Best Of The West 2012: Suzanne Hudson's Ledger Quilt
Photography: Diego James Robles, Courtesy Will Leather Goods
At 92 inches long and 82 inches wide, Suzanne Hudson’s quilt may seem no different than most hand-sewn coverlets. But take a closer look at the sophisticated design and you’ll realize that it is in fact a unique ledger quilt, inspired by the Plains Indian tradition of painting on used ledger books (an inexpensive source of paper) in the late 1800s.
“I’ve always admired ledger art, so I was challenged to make a ledger quilt that I could be proud of and people would like,” Hudson says. After eight months of meticulous labor squeezed in between her two day jobs, Hudson finally finished the exquisite piece honoring her family, ancestors, and important Native historical figures. The quilt prominently features a large star at its center, representing both day and night, along with a series of galloping horses and dozens of hand-stitched names.
Hudson grew up outside the Navajo Nation but spent summer vacations with her great aunt Mary Ann Foster (pictured with the quilt, above), a master Navajo weaver, in rural Sheep Springs, New Mexico. Hudson’s mother first taught her to sew and quilt when she was 9 years old. “We sewed by hand because we didn’t have a sewing machine,” Hudson recalls. “Because when you’re poor, you’re poor, and that’s all you have.” Years later Hudson started getting serious about her art, and her elaborate quilts began garnering attention when she showed them off at her children’s powwow competitions in the late 1970s.

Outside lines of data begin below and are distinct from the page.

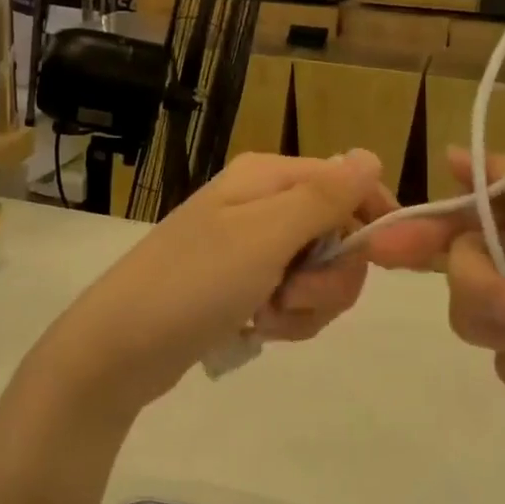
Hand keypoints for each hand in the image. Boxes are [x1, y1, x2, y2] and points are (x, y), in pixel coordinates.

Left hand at [34, 151, 401, 418]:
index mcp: (269, 178)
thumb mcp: (265, 235)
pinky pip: (293, 300)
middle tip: (295, 295)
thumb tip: (371, 155)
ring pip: (320, 274)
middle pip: (339, 234)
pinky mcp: (244, 286)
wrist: (119, 348)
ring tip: (267, 317)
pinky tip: (257, 329)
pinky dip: (286, 320)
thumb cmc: (193, 282)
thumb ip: (323, 196)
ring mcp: (253, 248)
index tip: (385, 261)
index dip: (373, 219)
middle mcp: (264, 205)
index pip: (348, 183)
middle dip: (330, 276)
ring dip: (307, 304)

Among the many honors her ledger quilt received in late 2011 were first place in both tribal arts at the Inter-Tribal Indian Ceremonial in Gallup, New Mexico, and in home arts at the Navajo Nation Fair in Window Rock, Arizona. The quilt also has the distinction of being signed by former U.S. Sen. Ben Nighthorse Campbell.
“Not only did Ben name it Star Among the Shunkaa Wakan,” Hudson says, “but it’s the only quilt in the world that he has signed.”